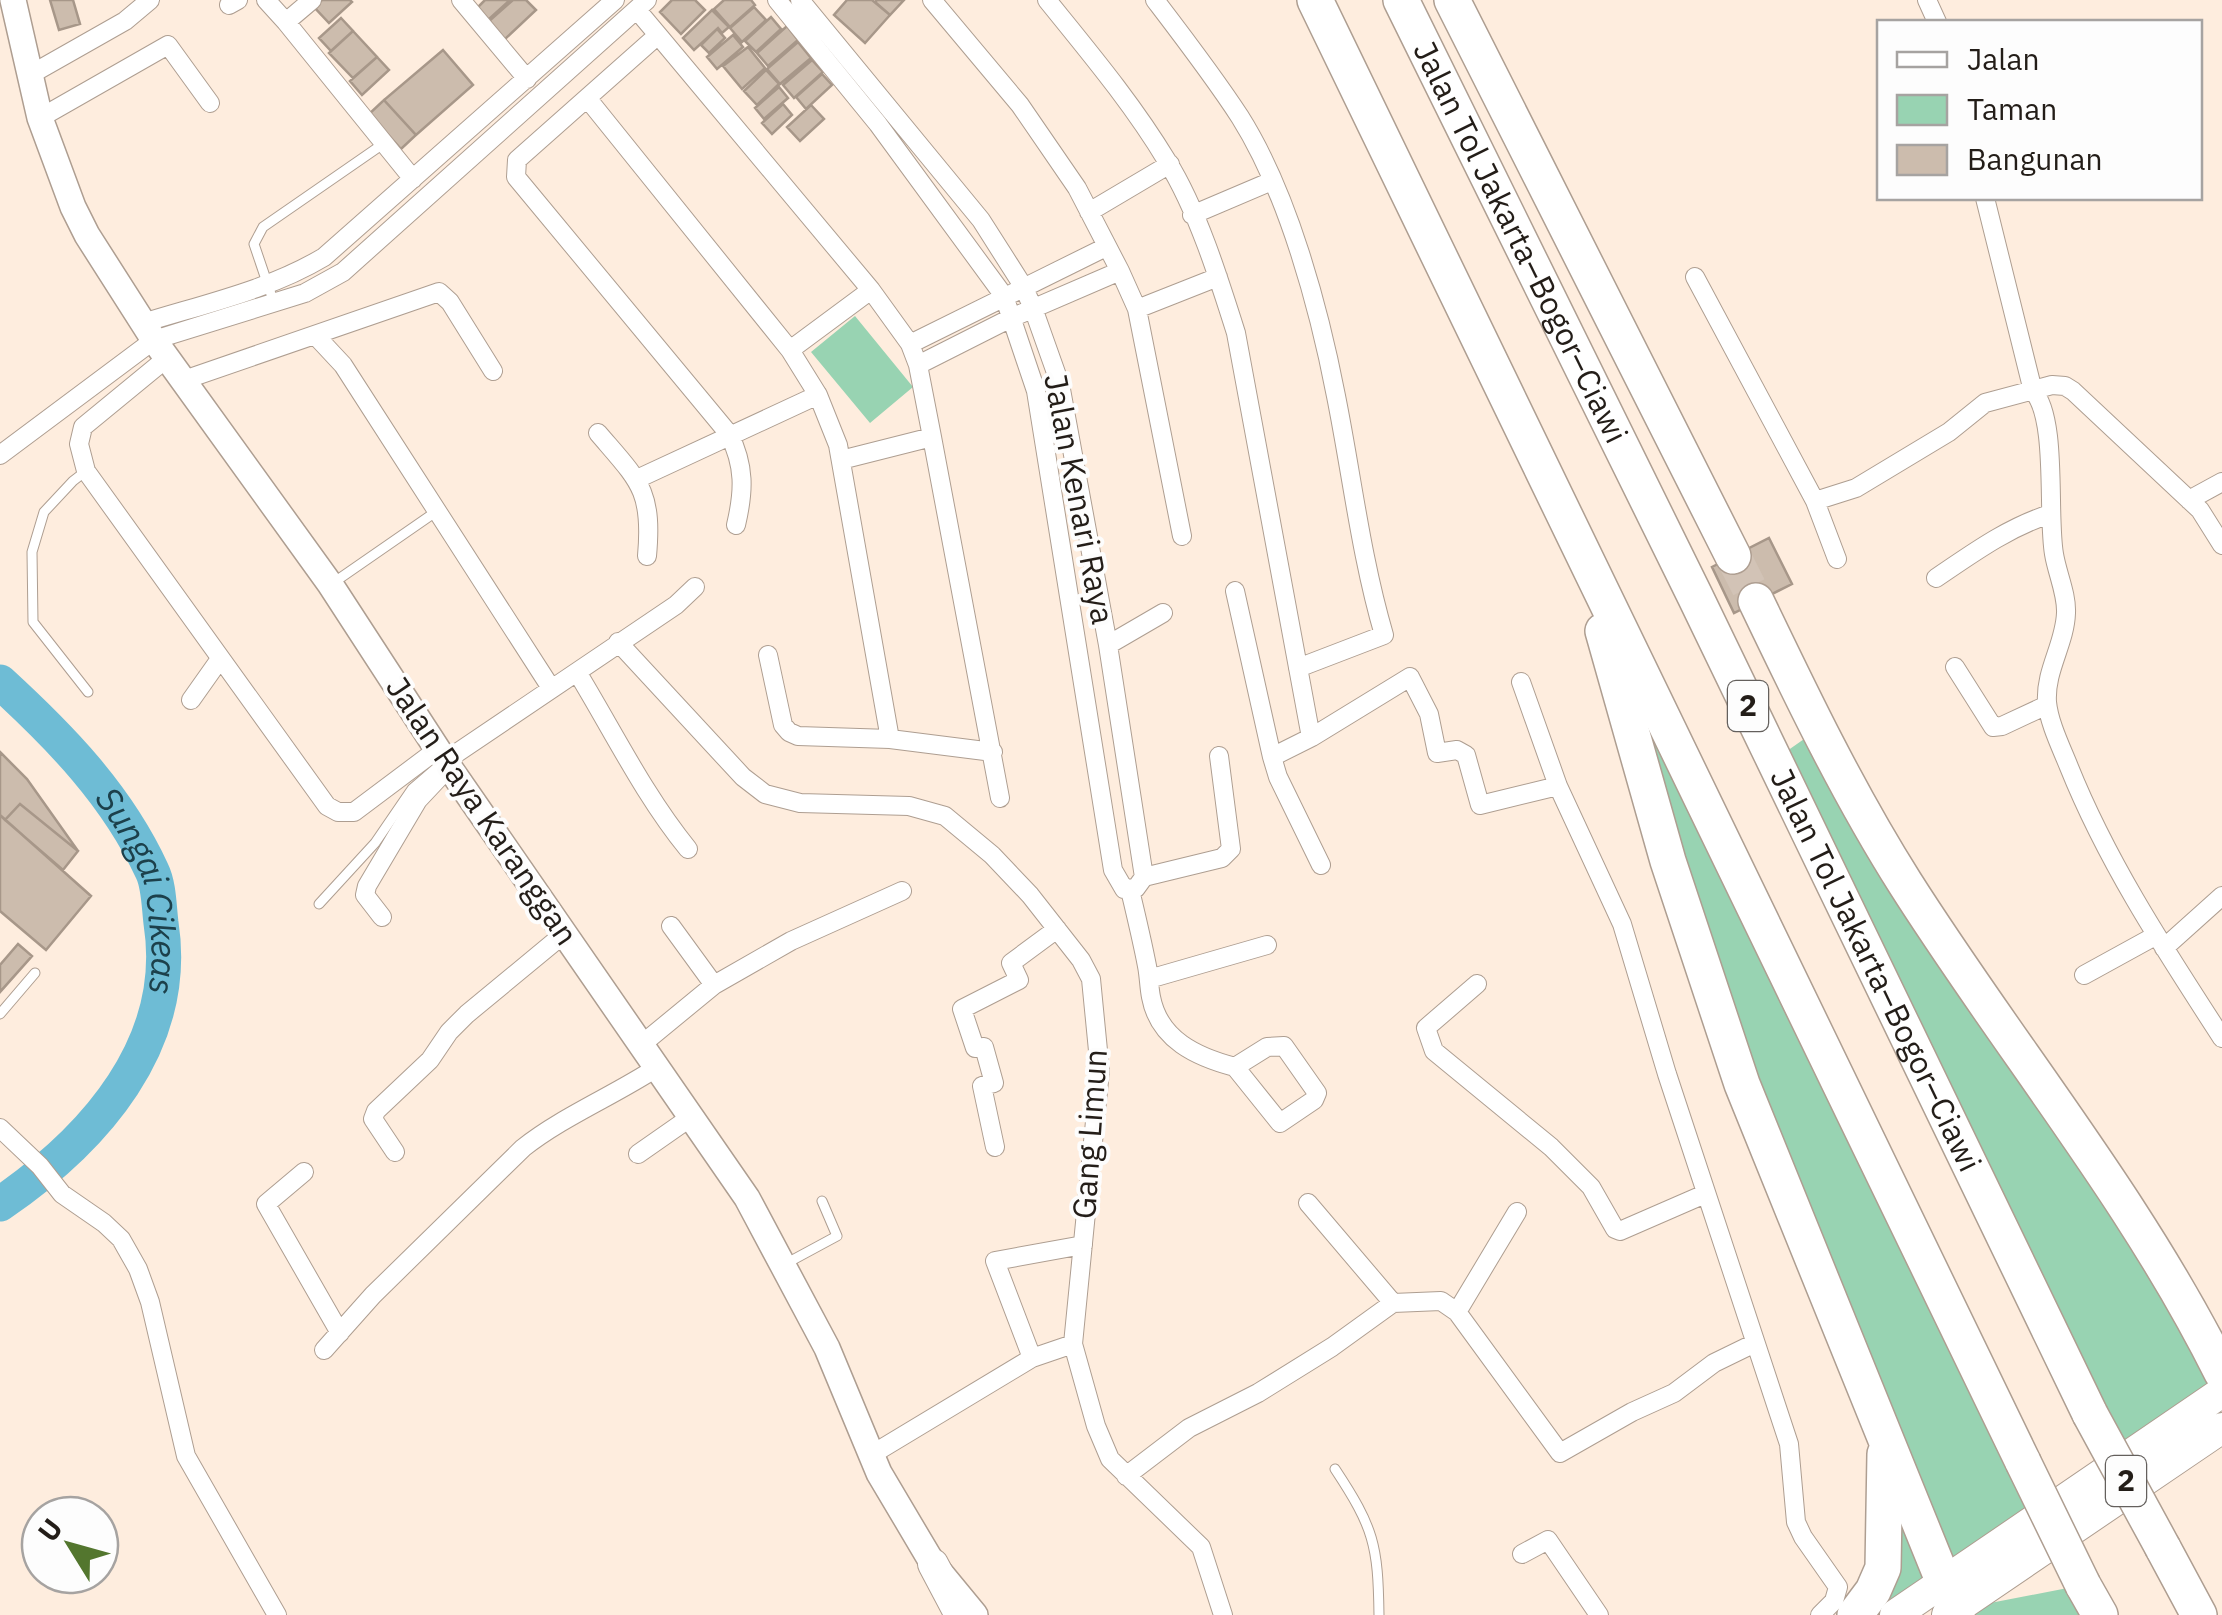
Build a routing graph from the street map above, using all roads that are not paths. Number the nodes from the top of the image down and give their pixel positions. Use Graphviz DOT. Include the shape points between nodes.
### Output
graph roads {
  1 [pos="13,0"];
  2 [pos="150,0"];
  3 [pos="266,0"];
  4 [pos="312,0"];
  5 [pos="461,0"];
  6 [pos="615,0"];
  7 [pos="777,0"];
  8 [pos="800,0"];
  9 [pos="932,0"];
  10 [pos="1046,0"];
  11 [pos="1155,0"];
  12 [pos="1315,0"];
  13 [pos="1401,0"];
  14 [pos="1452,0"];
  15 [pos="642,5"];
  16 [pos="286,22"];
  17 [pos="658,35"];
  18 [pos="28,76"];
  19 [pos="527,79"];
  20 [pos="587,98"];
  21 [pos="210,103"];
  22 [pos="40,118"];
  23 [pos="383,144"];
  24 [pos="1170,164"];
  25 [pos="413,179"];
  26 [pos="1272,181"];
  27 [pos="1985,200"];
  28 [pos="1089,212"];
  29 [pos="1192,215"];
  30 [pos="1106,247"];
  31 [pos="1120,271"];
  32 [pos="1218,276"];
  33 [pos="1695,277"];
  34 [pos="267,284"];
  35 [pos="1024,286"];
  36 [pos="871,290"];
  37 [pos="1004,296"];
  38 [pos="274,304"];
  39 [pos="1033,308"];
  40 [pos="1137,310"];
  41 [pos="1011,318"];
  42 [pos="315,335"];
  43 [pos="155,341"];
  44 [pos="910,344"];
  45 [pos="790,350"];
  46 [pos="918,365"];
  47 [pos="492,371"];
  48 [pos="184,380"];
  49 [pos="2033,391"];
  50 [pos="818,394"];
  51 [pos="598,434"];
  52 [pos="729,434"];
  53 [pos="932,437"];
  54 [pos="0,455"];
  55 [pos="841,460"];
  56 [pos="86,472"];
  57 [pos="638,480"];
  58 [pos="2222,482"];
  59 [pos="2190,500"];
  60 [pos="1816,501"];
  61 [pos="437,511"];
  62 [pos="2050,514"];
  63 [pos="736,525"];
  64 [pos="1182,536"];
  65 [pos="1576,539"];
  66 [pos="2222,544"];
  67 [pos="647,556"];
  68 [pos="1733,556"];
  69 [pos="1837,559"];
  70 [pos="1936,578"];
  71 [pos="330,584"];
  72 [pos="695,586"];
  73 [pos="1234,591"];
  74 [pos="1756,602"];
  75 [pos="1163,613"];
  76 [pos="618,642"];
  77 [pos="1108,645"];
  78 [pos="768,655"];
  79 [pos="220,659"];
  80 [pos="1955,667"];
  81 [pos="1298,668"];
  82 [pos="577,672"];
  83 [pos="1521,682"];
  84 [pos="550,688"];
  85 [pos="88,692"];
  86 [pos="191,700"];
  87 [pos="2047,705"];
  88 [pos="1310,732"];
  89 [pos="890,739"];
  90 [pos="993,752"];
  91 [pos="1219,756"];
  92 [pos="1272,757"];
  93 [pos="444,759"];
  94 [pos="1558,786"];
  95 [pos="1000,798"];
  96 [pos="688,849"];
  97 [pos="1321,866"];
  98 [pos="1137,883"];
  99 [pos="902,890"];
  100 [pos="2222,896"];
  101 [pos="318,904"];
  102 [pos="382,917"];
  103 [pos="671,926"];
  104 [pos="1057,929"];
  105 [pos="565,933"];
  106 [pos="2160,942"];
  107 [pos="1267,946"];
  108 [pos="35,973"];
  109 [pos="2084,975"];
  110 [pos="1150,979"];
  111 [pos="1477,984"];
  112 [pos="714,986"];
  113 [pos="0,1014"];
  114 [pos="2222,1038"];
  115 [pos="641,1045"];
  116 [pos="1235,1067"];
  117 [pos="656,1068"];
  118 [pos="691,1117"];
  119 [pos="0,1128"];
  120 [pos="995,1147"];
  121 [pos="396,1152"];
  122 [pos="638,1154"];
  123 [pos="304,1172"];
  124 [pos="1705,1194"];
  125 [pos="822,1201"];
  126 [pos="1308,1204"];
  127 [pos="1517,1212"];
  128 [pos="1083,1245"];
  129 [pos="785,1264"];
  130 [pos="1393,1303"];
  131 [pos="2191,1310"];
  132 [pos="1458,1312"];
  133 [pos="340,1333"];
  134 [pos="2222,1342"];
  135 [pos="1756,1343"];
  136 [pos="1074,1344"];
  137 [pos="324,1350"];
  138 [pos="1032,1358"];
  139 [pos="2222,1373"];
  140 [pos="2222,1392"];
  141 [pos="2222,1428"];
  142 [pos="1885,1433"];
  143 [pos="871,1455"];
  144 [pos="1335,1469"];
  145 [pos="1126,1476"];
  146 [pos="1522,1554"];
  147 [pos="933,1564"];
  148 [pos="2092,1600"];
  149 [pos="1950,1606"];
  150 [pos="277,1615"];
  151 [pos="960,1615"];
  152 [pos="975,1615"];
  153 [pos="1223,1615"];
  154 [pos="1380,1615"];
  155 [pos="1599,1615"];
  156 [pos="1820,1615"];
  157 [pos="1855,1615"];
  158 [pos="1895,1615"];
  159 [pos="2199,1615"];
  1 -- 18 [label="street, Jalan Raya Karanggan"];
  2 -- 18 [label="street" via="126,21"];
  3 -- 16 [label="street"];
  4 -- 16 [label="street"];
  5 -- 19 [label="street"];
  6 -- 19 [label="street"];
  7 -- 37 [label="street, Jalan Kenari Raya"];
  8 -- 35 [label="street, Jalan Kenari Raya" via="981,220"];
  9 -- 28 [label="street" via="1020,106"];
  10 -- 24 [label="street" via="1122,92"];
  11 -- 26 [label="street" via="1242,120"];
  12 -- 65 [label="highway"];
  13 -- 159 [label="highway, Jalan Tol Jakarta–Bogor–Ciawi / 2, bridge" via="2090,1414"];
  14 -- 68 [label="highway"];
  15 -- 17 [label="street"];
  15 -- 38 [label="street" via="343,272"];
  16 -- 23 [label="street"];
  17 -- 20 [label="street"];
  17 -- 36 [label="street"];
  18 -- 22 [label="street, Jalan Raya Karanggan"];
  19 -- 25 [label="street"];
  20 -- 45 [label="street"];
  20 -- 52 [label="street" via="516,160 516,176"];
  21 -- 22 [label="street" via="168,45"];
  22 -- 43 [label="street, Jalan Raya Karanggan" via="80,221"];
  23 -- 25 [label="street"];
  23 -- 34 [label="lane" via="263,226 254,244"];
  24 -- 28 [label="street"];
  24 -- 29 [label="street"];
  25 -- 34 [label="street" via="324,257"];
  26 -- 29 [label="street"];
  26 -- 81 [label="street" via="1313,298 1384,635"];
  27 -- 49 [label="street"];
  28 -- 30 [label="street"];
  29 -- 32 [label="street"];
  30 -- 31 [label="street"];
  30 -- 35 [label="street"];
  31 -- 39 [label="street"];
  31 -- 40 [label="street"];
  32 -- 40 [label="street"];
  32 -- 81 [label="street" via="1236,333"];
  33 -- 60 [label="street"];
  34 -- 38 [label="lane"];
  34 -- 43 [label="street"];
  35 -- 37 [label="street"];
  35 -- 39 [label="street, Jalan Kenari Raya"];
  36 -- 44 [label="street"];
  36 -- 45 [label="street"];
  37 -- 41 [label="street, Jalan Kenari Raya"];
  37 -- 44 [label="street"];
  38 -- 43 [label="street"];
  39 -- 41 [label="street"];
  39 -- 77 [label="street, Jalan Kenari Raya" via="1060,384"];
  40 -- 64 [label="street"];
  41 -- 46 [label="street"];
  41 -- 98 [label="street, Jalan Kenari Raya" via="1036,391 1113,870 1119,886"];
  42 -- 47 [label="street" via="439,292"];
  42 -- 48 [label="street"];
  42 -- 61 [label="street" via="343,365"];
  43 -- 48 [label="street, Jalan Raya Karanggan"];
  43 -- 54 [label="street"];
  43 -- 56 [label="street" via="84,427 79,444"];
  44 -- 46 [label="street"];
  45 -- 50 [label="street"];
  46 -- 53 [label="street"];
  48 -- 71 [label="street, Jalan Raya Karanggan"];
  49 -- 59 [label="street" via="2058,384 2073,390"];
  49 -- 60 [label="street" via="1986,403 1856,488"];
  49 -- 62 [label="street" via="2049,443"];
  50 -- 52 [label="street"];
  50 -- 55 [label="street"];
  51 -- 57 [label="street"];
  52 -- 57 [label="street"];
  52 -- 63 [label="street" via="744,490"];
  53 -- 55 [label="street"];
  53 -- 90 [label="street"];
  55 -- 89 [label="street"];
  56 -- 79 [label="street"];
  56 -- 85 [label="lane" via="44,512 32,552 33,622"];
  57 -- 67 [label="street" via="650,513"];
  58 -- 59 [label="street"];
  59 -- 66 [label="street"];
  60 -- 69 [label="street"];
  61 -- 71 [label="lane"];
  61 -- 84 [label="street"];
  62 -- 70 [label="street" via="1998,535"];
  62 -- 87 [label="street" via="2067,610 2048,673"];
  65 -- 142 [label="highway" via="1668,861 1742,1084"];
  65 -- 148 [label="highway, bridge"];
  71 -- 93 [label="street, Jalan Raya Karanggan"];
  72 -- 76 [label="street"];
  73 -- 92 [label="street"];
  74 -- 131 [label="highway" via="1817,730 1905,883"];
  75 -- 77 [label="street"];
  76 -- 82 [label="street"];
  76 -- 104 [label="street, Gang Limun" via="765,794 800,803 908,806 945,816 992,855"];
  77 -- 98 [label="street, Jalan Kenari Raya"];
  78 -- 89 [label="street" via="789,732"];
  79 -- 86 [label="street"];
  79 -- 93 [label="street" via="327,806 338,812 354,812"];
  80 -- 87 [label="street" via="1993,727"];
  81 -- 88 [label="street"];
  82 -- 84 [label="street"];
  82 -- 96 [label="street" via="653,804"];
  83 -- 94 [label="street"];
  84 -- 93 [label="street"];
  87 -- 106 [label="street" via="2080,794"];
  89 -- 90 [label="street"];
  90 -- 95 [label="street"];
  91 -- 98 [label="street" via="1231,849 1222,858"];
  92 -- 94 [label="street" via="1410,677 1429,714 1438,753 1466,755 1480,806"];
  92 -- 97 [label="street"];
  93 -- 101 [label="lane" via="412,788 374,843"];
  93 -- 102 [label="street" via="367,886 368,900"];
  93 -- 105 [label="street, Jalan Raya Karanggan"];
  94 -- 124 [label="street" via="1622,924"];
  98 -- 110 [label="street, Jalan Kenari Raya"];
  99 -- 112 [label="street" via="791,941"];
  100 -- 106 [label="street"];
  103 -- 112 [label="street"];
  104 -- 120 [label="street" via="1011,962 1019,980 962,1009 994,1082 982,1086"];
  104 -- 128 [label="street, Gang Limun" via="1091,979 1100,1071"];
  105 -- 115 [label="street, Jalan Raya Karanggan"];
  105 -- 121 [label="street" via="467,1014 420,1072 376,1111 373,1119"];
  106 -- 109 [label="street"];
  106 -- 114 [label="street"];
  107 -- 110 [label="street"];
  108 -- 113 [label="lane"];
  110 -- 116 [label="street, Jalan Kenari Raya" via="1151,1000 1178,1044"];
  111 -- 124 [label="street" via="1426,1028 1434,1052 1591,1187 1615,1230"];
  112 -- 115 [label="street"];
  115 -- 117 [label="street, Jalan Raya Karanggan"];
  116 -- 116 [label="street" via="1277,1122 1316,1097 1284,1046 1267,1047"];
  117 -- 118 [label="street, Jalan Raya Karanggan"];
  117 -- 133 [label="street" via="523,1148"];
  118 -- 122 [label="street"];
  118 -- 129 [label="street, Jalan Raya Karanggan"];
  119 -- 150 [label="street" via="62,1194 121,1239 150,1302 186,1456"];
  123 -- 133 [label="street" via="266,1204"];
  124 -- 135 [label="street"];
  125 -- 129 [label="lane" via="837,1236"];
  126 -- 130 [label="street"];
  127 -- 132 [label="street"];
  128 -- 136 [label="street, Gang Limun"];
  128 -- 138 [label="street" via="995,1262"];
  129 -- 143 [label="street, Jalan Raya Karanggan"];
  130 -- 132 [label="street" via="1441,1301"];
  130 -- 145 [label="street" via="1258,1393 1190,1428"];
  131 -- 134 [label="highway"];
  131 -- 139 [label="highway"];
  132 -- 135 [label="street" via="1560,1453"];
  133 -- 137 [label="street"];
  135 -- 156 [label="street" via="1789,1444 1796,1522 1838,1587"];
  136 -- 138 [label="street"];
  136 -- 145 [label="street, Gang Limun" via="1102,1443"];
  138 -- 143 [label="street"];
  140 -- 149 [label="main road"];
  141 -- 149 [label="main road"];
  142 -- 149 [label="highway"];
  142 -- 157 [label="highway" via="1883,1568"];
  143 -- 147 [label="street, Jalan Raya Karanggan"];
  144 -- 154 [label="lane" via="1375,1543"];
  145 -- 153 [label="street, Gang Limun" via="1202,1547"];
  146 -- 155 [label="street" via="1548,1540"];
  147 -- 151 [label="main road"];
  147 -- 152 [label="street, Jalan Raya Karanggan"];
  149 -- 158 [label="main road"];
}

━━━━━━━━━━

## How to complete this task:
Take every line from the records that holds "main" and copy it down.

## Your solution:
  140 -- 149 [label="main road"];
  141 -- 149 [label="main road"];
  147 -- 151 [label="main road"];
  149 -- 158 [label="main road"];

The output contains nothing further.